Canonical Space Representation for 4D Panoptic Segmentation of Articulated Objects
Manuel Gomes, Bogdan Raducanu, Miguel Oliveira
TL;DR
This work tackles 4D panoptic segmentation for articulated objects by introducing Artic4D, a synthetic but realistic benchmark with 4D sensor data and rich annotations. It then proposes CanonSeg4D, a segmentation framework that learns a canonical representation for each movable part, enabling articulation-invariant, temporally consistent part clustering via a PST-Transformer backbone, a semantic head, and a canonical module with offset-based losses. Extensive experiments on Artic4D show CanonSeg4D achieving superior $LSTQ$ scores, especially in highly articulated scenarios, outperforming state-of-the-art methods by leveraging temporal context and canonical alignment. The results demonstrate the strength of temporal modeling and canonical-space representations for dynamic object understanding, with implications for robotic manipulation and real-world perception pipelines.
Abstract
Articulated object perception presents significant challenges in computer vision, particularly because most existing methods ignore temporal dynamics despite the inherently dynamic nature of such objects. The use of 4D temporal data has not been thoroughly explored in articulated object perception and remains unexamined for panoptic segmentation. The lack of a benchmark dataset further hurt this field. To this end, we introduce Artic4D as a new dataset derived from PartNet Mobility and augmented with synthetic sensor data, featuring 4D panoptic annotations and articulation parameters.
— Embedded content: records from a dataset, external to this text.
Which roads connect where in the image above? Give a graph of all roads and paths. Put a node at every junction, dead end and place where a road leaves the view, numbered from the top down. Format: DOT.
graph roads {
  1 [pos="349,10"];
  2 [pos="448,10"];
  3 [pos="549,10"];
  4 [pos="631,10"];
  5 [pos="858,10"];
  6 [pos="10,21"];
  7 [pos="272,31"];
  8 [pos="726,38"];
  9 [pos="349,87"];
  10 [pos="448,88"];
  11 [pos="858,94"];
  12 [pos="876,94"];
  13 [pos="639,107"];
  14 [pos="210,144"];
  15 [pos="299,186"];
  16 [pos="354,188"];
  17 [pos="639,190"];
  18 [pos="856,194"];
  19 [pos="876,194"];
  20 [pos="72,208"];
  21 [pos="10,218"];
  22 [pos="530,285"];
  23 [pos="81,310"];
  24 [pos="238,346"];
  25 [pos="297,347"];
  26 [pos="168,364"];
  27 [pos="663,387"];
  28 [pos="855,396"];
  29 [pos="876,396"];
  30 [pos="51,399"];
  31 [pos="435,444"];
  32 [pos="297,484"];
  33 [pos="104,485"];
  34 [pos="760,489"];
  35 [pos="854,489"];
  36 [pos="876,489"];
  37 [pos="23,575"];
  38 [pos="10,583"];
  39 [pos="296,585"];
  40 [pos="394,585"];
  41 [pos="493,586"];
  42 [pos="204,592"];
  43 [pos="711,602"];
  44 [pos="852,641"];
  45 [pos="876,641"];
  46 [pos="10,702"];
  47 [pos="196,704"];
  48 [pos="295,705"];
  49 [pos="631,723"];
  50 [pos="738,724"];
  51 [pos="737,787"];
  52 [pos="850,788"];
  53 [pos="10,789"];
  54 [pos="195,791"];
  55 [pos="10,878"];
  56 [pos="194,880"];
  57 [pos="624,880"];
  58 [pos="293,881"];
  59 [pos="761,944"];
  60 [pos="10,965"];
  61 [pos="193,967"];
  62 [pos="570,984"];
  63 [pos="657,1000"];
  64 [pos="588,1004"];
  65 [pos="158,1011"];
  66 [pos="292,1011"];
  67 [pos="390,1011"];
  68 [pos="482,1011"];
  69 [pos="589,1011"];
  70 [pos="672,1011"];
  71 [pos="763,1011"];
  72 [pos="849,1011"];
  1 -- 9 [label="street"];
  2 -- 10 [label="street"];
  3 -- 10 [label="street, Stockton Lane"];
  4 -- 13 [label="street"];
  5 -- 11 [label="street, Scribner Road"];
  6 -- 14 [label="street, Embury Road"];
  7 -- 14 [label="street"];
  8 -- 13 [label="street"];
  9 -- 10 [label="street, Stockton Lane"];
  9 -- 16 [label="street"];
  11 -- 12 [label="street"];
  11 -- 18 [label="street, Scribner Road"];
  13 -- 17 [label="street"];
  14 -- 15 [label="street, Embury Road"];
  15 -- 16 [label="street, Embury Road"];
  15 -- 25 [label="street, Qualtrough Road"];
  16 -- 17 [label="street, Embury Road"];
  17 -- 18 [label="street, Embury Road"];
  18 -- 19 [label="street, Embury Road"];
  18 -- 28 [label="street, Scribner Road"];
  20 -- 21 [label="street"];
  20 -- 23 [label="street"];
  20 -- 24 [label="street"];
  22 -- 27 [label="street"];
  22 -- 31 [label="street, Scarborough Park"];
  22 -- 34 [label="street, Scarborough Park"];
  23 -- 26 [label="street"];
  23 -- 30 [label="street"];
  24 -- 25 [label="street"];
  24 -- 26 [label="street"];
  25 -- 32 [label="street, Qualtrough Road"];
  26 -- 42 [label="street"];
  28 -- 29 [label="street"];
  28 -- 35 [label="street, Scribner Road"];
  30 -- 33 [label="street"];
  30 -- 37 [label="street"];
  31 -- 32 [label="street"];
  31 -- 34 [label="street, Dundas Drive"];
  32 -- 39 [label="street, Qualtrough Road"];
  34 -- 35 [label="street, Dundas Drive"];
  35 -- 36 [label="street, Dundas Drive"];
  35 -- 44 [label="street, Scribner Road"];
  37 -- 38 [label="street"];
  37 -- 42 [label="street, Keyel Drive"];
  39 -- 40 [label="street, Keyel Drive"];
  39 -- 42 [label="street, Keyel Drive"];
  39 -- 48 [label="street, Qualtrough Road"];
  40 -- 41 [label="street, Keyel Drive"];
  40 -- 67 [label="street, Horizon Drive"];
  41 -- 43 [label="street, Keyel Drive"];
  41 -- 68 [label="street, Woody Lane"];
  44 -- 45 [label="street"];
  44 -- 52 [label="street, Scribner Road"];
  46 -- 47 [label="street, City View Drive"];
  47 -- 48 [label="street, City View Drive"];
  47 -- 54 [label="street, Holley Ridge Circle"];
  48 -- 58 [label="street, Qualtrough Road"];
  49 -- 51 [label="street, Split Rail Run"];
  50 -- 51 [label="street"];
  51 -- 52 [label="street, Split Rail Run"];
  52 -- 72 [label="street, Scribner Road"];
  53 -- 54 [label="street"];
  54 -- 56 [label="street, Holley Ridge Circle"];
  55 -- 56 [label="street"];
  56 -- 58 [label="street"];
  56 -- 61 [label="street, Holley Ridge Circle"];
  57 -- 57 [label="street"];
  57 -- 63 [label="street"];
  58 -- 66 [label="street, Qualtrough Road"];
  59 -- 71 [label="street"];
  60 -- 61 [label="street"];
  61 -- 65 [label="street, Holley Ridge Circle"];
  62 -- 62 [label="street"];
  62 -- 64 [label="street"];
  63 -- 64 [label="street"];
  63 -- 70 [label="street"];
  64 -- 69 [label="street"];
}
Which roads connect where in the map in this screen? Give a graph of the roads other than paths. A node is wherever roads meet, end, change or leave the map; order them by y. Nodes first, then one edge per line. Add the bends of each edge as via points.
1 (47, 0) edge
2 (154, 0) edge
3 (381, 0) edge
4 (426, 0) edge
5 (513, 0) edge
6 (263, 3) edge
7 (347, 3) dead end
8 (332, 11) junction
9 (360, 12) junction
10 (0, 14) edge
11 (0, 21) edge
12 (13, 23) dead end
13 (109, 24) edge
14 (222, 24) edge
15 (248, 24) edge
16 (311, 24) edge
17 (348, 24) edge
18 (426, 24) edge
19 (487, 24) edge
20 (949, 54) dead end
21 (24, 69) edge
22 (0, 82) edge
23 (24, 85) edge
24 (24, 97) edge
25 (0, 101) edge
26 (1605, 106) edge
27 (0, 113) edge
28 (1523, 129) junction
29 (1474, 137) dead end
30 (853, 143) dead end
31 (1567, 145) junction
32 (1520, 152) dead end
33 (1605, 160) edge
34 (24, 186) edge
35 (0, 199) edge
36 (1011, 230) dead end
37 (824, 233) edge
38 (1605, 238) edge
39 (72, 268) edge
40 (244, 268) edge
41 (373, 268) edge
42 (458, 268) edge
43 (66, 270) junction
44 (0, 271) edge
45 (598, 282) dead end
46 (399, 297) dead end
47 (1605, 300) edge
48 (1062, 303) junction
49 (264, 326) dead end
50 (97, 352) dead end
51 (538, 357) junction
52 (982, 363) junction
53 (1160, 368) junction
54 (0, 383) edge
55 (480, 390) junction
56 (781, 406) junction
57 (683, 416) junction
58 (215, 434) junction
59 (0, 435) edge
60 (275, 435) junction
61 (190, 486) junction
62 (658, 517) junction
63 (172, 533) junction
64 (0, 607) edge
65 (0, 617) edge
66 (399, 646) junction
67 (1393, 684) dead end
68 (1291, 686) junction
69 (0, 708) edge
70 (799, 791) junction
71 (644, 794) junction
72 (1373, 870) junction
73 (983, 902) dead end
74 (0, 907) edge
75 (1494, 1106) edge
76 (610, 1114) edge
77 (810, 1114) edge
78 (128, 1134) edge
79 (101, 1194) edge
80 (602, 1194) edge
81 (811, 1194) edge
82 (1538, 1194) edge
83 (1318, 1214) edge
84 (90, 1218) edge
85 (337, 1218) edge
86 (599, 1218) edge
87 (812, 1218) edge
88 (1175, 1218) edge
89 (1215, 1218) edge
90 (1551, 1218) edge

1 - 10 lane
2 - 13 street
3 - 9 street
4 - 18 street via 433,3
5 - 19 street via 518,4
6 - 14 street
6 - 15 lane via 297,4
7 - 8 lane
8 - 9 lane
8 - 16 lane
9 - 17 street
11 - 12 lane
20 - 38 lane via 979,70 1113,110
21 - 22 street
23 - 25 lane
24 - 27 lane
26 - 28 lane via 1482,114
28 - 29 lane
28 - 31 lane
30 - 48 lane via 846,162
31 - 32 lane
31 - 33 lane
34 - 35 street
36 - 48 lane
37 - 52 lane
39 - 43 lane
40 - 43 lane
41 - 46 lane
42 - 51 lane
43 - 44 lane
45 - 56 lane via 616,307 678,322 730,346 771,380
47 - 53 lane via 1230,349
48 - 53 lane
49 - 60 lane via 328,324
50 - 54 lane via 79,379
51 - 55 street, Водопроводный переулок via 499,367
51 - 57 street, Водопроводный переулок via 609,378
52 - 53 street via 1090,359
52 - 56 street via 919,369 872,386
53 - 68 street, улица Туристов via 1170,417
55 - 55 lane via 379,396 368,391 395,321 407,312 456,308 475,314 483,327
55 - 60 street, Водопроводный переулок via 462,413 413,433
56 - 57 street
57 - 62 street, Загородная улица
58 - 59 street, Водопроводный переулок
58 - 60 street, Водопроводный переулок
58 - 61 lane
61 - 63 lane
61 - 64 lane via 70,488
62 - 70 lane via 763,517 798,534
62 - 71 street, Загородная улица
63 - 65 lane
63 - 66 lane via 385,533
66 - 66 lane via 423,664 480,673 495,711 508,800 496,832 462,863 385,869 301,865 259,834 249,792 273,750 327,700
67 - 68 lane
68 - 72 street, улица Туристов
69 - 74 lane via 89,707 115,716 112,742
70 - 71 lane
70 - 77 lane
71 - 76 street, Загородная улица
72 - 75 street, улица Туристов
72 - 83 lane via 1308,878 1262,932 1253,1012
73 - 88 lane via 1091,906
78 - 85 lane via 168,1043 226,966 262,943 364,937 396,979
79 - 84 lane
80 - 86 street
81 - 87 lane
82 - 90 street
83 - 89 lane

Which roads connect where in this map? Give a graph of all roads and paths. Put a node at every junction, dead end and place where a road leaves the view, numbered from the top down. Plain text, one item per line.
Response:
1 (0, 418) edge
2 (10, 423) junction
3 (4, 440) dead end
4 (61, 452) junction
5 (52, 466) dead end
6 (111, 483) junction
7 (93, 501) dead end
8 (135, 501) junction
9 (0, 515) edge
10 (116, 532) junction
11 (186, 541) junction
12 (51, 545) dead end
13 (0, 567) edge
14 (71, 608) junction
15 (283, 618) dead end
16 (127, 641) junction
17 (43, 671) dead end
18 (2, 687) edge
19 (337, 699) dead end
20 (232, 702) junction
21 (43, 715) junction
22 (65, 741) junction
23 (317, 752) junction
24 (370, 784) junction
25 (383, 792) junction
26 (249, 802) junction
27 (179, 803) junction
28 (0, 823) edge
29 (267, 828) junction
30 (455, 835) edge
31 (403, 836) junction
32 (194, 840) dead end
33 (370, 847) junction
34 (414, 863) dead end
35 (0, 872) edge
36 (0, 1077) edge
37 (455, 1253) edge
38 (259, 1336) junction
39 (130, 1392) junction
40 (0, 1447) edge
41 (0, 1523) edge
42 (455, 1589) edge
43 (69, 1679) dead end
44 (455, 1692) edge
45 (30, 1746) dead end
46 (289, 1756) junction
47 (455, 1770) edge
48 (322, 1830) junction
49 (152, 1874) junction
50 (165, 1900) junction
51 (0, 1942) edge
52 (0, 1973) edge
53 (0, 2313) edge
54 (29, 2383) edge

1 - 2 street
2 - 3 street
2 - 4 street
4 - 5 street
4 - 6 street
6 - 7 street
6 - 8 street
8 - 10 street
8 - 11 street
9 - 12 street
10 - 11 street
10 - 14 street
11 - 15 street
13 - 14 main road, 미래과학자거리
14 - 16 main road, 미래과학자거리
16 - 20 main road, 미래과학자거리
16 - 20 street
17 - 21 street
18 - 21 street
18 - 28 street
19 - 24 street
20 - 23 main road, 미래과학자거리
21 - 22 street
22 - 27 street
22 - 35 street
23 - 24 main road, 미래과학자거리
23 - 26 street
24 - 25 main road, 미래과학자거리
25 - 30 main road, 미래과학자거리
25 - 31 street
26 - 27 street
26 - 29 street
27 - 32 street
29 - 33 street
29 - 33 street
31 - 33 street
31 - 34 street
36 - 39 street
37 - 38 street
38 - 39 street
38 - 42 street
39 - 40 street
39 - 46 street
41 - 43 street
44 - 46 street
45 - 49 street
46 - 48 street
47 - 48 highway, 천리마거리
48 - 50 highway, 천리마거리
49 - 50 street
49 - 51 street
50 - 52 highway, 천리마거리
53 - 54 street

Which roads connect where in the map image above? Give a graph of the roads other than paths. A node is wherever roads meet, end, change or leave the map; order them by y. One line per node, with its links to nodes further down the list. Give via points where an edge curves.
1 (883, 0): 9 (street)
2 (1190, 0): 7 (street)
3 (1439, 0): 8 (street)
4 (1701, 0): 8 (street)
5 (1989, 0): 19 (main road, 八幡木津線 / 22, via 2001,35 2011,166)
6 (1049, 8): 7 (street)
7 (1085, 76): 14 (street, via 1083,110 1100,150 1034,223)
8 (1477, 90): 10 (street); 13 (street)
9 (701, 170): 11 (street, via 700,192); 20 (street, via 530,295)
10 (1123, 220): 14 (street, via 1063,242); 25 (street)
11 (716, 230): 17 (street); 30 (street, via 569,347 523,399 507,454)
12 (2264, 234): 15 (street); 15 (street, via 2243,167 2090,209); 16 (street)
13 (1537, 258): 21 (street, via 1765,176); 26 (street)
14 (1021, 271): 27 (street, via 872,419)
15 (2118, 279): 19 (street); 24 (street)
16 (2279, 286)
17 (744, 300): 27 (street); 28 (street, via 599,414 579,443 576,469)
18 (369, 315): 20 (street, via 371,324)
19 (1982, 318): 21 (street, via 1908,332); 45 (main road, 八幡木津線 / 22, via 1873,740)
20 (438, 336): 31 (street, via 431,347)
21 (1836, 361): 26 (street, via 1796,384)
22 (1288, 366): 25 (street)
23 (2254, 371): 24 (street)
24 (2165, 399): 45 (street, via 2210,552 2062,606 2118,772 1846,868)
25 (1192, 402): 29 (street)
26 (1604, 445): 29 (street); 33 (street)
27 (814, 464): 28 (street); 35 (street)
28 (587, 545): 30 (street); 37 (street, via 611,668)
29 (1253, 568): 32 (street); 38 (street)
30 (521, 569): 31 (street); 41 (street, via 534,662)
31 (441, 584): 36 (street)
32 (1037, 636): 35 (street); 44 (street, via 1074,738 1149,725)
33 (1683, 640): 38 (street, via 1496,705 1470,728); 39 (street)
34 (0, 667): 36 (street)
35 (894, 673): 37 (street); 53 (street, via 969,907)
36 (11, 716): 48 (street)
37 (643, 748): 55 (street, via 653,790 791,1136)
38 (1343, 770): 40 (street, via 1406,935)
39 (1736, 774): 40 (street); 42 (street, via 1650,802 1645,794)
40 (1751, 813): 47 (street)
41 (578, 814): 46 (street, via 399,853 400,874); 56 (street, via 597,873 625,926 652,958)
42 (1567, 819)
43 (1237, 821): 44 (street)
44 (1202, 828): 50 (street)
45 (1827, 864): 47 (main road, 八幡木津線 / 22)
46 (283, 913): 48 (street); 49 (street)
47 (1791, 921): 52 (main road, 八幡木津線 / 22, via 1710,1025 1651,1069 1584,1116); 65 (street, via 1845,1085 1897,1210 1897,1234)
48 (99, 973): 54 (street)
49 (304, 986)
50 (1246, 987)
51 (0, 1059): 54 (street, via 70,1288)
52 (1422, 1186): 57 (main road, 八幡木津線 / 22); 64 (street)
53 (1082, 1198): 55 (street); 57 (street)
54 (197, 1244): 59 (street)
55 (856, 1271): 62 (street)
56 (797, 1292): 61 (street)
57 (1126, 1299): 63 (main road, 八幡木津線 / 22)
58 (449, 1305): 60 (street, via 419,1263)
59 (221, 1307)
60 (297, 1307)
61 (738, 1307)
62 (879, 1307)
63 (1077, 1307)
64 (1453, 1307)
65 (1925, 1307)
Building on this dataset, we propose CanonSeg4D, a novel 4D panoptic segmentation framework. This approach explicitly estimates per-frame offsets mapping observed object parts to a learned canonical space, thereby enhancing part-level segmentation. The framework employs this canonical representation to achieve consistent alignment of object parts across sequential frames. Comprehensive experiments on Artic4D demonstrate that the proposed CanonSeg4D outperforms state of the art approaches in panoptic segmentation accuracy in more complex scenarios. These findings highlight the effectiveness of temporal modeling and canonical alignment in dynamic object understanding, and pave the way for future advances in 4D articulated object perception.